● **What you are asked to do**
Every line of the entries that holds the word "Drive" is to be copied.

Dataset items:

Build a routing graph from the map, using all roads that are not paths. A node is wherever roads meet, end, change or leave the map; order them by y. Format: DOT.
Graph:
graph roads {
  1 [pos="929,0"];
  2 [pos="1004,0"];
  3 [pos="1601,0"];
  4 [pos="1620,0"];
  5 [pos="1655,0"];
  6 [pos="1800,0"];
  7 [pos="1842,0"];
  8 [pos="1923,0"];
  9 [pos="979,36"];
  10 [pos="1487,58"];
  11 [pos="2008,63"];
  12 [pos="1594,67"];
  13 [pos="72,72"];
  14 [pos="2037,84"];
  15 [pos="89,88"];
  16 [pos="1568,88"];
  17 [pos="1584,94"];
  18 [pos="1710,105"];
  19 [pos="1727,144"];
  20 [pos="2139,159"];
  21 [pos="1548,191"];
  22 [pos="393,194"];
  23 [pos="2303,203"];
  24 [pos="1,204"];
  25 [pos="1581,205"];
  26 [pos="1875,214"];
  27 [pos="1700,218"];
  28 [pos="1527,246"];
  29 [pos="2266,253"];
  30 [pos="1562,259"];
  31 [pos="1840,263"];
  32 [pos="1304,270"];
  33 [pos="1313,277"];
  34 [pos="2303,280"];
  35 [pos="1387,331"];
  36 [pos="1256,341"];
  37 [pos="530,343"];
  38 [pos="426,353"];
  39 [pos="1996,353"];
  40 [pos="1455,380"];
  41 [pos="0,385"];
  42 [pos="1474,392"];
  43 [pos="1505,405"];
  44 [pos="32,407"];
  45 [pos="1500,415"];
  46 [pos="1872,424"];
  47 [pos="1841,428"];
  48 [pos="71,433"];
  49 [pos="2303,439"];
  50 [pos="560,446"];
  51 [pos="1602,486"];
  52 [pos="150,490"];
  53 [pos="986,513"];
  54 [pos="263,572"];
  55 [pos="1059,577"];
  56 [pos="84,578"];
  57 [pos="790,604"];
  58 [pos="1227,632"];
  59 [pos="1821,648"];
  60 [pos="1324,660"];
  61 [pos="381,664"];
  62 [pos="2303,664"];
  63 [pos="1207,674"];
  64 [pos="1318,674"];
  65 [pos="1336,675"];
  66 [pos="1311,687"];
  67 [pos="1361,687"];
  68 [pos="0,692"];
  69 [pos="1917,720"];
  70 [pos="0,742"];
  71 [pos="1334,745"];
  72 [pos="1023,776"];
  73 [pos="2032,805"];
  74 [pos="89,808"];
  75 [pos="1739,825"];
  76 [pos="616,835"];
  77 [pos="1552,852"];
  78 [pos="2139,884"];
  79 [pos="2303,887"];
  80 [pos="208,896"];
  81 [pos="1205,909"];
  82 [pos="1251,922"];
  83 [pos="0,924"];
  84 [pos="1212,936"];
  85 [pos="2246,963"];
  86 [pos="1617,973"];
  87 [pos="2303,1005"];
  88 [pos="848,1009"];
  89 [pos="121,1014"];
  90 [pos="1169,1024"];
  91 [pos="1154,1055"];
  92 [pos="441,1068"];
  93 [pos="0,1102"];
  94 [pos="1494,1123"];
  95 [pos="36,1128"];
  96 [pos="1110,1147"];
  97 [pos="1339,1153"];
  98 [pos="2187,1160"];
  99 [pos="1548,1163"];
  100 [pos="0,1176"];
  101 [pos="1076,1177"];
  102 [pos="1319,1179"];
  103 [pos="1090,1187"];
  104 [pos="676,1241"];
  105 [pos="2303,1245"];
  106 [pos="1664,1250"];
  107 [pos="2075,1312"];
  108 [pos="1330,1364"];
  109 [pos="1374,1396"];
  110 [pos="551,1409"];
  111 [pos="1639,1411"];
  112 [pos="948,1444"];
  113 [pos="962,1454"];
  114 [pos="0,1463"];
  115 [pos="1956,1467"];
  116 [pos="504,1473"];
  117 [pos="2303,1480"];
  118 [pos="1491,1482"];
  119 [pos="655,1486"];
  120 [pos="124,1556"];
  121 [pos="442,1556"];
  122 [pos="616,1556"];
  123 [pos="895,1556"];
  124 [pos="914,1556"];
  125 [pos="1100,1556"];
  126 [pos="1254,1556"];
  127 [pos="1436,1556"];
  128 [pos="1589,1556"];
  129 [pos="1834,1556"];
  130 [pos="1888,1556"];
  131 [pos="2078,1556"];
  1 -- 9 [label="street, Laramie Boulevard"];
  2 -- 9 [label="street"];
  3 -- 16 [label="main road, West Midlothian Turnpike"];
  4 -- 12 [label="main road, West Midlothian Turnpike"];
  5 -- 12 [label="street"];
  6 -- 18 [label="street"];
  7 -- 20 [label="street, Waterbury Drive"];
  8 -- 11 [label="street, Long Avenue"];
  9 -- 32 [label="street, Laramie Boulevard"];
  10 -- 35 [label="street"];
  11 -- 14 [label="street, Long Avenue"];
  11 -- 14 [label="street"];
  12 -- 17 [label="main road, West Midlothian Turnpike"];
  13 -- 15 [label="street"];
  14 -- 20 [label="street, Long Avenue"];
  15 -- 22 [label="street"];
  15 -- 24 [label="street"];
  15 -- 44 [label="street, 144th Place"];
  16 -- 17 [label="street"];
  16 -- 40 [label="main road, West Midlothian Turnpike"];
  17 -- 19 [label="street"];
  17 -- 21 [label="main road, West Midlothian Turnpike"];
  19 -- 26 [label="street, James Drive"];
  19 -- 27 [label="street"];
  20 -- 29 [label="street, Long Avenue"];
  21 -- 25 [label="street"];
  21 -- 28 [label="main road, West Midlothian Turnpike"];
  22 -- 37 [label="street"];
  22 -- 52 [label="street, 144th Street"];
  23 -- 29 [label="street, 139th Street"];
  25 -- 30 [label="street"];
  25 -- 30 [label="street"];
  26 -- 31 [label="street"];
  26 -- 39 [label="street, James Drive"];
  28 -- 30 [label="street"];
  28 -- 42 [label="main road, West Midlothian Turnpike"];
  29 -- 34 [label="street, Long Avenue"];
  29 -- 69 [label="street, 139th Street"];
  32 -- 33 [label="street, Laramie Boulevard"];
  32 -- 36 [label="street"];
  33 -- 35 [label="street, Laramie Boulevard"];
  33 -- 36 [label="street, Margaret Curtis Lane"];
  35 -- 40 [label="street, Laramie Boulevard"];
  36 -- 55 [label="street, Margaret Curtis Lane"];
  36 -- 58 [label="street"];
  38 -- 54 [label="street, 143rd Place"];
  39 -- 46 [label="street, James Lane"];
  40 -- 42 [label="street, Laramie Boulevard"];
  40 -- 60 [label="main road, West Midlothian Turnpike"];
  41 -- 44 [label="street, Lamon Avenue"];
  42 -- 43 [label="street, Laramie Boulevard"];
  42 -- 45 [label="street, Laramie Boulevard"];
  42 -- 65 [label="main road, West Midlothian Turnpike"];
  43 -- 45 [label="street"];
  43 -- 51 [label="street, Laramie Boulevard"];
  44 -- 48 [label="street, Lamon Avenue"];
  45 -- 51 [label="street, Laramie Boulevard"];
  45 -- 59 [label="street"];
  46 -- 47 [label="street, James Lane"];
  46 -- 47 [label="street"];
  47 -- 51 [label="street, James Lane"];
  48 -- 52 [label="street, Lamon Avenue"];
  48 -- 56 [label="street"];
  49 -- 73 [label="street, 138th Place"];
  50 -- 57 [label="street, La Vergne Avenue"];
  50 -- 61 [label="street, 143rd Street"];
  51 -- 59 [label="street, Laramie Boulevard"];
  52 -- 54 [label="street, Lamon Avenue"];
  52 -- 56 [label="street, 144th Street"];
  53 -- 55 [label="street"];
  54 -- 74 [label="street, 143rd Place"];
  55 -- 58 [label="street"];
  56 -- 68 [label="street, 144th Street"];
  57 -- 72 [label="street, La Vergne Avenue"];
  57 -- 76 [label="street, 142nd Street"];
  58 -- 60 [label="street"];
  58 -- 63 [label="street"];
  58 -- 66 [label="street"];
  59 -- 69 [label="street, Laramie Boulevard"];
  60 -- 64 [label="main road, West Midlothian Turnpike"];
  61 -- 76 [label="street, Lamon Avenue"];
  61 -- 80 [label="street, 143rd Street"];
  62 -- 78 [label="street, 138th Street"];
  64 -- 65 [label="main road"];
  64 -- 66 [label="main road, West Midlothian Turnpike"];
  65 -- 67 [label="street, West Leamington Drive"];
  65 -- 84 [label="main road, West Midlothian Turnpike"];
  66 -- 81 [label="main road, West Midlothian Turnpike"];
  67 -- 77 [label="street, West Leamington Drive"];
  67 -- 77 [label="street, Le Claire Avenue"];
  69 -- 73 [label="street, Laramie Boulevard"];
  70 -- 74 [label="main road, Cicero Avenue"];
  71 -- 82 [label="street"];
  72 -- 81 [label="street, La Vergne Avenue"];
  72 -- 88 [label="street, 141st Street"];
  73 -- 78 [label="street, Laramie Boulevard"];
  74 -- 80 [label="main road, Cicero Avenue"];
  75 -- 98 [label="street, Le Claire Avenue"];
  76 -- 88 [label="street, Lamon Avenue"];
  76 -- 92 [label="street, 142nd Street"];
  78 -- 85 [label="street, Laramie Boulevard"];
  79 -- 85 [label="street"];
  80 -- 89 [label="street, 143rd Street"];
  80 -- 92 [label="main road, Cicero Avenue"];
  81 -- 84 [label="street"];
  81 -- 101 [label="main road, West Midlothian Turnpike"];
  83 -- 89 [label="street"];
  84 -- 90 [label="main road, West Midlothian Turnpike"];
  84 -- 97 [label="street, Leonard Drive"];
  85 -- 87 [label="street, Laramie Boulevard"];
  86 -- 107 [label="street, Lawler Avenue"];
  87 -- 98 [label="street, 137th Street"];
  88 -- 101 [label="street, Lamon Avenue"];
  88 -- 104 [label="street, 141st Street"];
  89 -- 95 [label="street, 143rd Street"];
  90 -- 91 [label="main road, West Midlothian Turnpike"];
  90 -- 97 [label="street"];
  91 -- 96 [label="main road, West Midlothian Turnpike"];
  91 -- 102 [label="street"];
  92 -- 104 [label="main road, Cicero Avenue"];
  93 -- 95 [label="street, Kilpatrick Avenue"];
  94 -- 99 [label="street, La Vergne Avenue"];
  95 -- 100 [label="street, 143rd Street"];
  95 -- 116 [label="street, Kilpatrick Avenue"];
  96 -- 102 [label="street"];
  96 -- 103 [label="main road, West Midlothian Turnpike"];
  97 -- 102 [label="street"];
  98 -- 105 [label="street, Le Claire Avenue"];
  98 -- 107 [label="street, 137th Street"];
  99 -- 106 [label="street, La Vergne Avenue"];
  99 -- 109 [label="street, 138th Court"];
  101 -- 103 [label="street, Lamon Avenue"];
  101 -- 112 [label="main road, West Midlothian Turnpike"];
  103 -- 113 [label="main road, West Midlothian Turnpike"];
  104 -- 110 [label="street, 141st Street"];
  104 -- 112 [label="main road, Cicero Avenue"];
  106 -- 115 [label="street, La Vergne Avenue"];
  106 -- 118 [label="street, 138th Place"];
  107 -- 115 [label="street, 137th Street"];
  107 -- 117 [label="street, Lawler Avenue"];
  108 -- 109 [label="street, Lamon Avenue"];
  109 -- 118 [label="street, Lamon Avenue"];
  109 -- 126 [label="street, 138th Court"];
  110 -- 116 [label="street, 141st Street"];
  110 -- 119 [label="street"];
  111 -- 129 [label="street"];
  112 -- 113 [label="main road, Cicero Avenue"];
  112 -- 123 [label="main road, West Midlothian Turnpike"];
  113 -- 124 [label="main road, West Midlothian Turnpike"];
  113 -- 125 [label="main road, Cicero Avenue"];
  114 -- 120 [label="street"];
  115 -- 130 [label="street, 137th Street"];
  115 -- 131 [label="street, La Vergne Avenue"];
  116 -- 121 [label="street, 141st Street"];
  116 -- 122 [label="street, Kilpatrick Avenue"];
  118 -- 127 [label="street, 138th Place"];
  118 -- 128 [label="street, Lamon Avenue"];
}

● **Answer to the problem**
  7 -- 20 [label="street, Waterbury Drive"];
  19 -- 26 [label="street, James Drive"];
  26 -- 39 [label="street, James Drive"];
  65 -- 67 [label="street, West Leamington Drive"];
  67 -- 77 [label="street, West Leamington Drive"];
  84 -- 97 [label="street, Leonard Drive"];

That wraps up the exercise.